Jimmy Conlin made another comedy short without Glass in 1930 (A Tight Squeeze), but his film career started in earnest in 1933, and for the next 27 years, with the single exception of 1951, every year saw the release of at least one film in which Conlin appeared – at the height of his career, often more than a dozen of them. Recognizable by his small size and odd appearance, Conlin played all sorts of small roles and bit parts, many times not receiving an onscreen credit. Today's audiences may remember him as the assistant bartender to W. C. Fields in My Little Chickadee, the collections agent in the Fred Astaire musical Second Chorus, the beggar posing as a blind man in Dick Tracy's Dilemma, and the elderly horse trainer in Rolling Home.

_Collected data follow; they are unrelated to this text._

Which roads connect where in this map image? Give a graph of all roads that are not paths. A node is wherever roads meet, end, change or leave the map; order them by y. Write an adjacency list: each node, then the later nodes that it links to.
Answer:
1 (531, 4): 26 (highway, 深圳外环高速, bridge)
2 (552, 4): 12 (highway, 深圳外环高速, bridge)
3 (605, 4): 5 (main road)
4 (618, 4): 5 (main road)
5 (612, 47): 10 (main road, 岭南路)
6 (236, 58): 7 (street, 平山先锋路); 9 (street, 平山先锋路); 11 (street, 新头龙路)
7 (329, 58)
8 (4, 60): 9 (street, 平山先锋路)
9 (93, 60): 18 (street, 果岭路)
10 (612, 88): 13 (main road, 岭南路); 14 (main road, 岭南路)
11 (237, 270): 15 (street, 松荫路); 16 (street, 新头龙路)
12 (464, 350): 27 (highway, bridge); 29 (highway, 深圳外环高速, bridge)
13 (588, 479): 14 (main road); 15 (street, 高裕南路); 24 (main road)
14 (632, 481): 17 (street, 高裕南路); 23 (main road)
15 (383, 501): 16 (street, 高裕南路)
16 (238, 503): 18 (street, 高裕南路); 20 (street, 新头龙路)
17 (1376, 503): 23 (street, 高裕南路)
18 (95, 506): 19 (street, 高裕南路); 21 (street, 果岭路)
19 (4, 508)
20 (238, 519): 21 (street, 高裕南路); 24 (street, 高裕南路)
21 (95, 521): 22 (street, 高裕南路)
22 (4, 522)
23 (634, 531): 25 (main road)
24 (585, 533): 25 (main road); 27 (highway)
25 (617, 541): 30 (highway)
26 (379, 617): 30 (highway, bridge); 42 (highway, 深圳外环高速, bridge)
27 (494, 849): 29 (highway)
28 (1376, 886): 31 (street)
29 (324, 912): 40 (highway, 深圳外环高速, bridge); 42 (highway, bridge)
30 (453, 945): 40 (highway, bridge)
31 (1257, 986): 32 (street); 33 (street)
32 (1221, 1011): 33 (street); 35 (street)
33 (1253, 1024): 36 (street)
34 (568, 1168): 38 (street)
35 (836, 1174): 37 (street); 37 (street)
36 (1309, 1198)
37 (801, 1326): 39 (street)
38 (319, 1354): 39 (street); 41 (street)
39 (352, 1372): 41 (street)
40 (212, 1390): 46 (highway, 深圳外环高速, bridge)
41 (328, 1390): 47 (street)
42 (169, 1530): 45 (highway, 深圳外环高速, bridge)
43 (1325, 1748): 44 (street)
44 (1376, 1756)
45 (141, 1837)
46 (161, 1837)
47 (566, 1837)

In the 1940s, Conlin was part of Preston Sturges' unofficial "stock company" of character actors, appearing in nine films written and directed by Sturges. His roles in Sturges' films were often sizable and often came with good billing. One of his best performances came in Sturges' The Sin of Harold Diddlebock in 1946, when he played "Wormy", the racetrack tout who convinces Harold Lloyd to have his first drink, setting off the events of the film.  The loyalty between Sturges and Conlin ran both ways, and when the former golden boy of Hollywood fell on hard times, Conlin remained a friend, stayed in contact, and helped out in any way he could.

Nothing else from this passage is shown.